INFORMATION section start
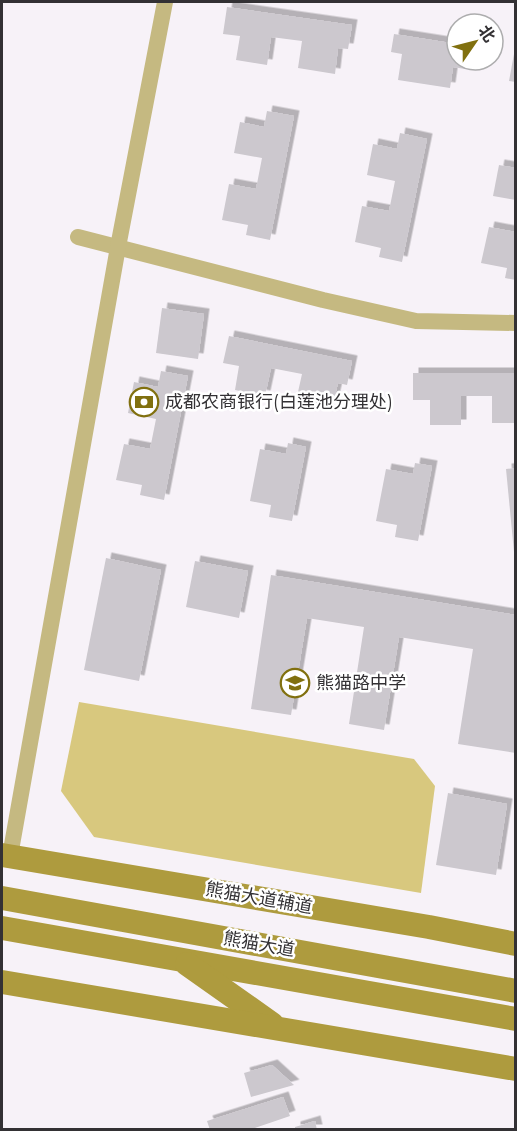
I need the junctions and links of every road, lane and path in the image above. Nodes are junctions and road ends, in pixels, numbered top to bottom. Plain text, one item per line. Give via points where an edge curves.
1 (165, 2) edge
2 (78, 237) dead end
3 (118, 247) junction
4 (516, 323) edge
5 (6, 856) edge
6 (2, 898) edge
7 (2, 928) edge
8 (516, 944) edge
9 (180, 960) junction
10 (2, 982) edge
11 (516, 991) edge
12 (516, 1019) edge
13 (277, 1027) junction
14 (516, 1069) edge

1 - 3 street
2 - 3 street
3 - 4 street via 416,321
3 - 5 street
5 - 8 main road, 熊猫大道辅道
6 - 11 main road, 熊猫大道
7 - 9 main road, 熊猫大道
9 - 12 main road, 熊猫大道
9 - 13 main road
10 - 13 main road
13 - 14 main road

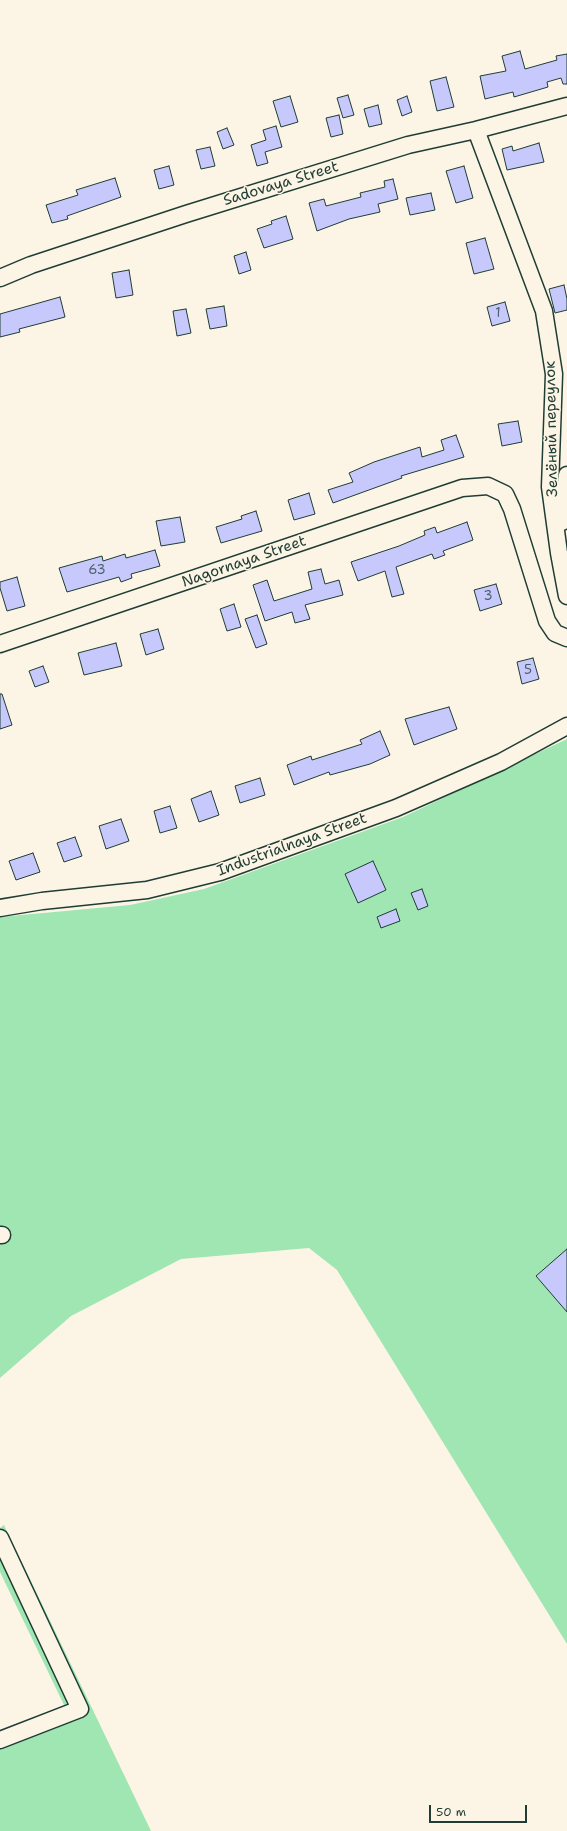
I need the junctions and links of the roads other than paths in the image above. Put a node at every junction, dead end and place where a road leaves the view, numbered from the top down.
1 (567, 106) edge
2 (476, 130) junction
3 (0, 278) edge
4 (567, 475) edge
5 (559, 553) junction
6 (567, 596) edge
7 (567, 638) edge
8 (0, 644) edge
9 (567, 726) edge
10 (0, 908) edge
11 (0, 1538) edge
12 (0, 1740) edge

1 - 2 street, Sadovaya Street
2 - 3 street, Sadovaya Street
2 - 5 street, Зелёный переулок
4 - 5 street
5 - 6 street, Зелёный переулок
7 - 8 street, Nagornaya Street
9 - 10 street, Industrialnaya Street
11 - 12 street

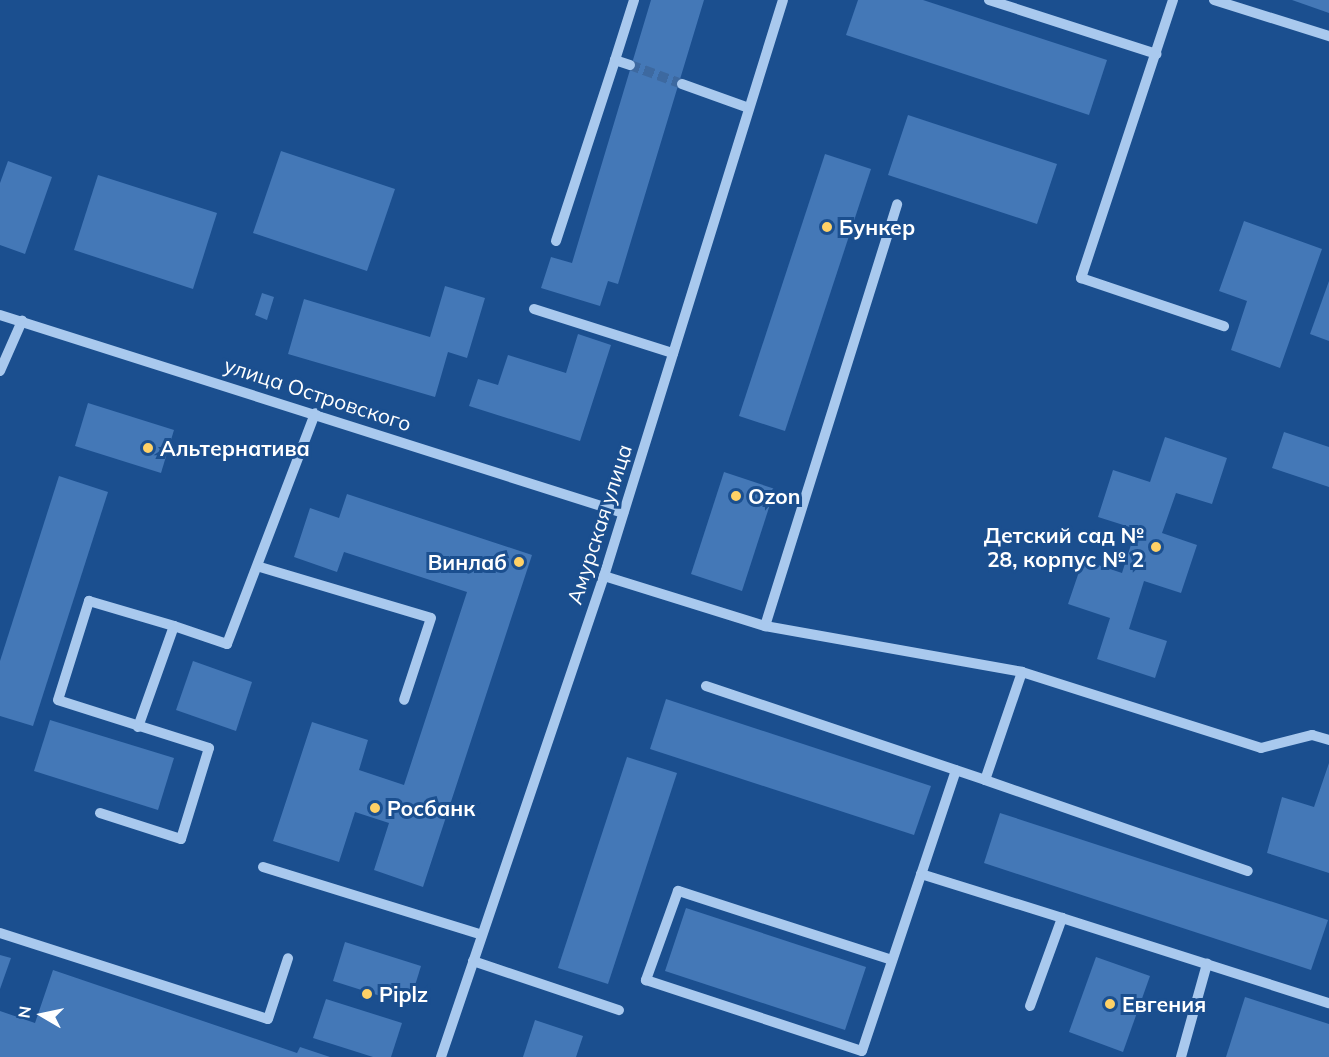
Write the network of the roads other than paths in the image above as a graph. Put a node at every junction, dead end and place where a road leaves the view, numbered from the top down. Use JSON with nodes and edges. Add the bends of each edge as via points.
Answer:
INFORMATION section end
• **WHAT NEEDS TO BE DONE**: Return exactly the lines from the one containing "Write the network" to the last line of the data, and nothing more.

• **SOLUTION FOR THIS EXERCISE**:
Write the network of the roads other than paths in the image above as a graph. Put a node at every junction, dead end and place where a road leaves the view, numbered from the top down. Use JSON with nodes and edges. Add the bends of each edge as via points.
Answer:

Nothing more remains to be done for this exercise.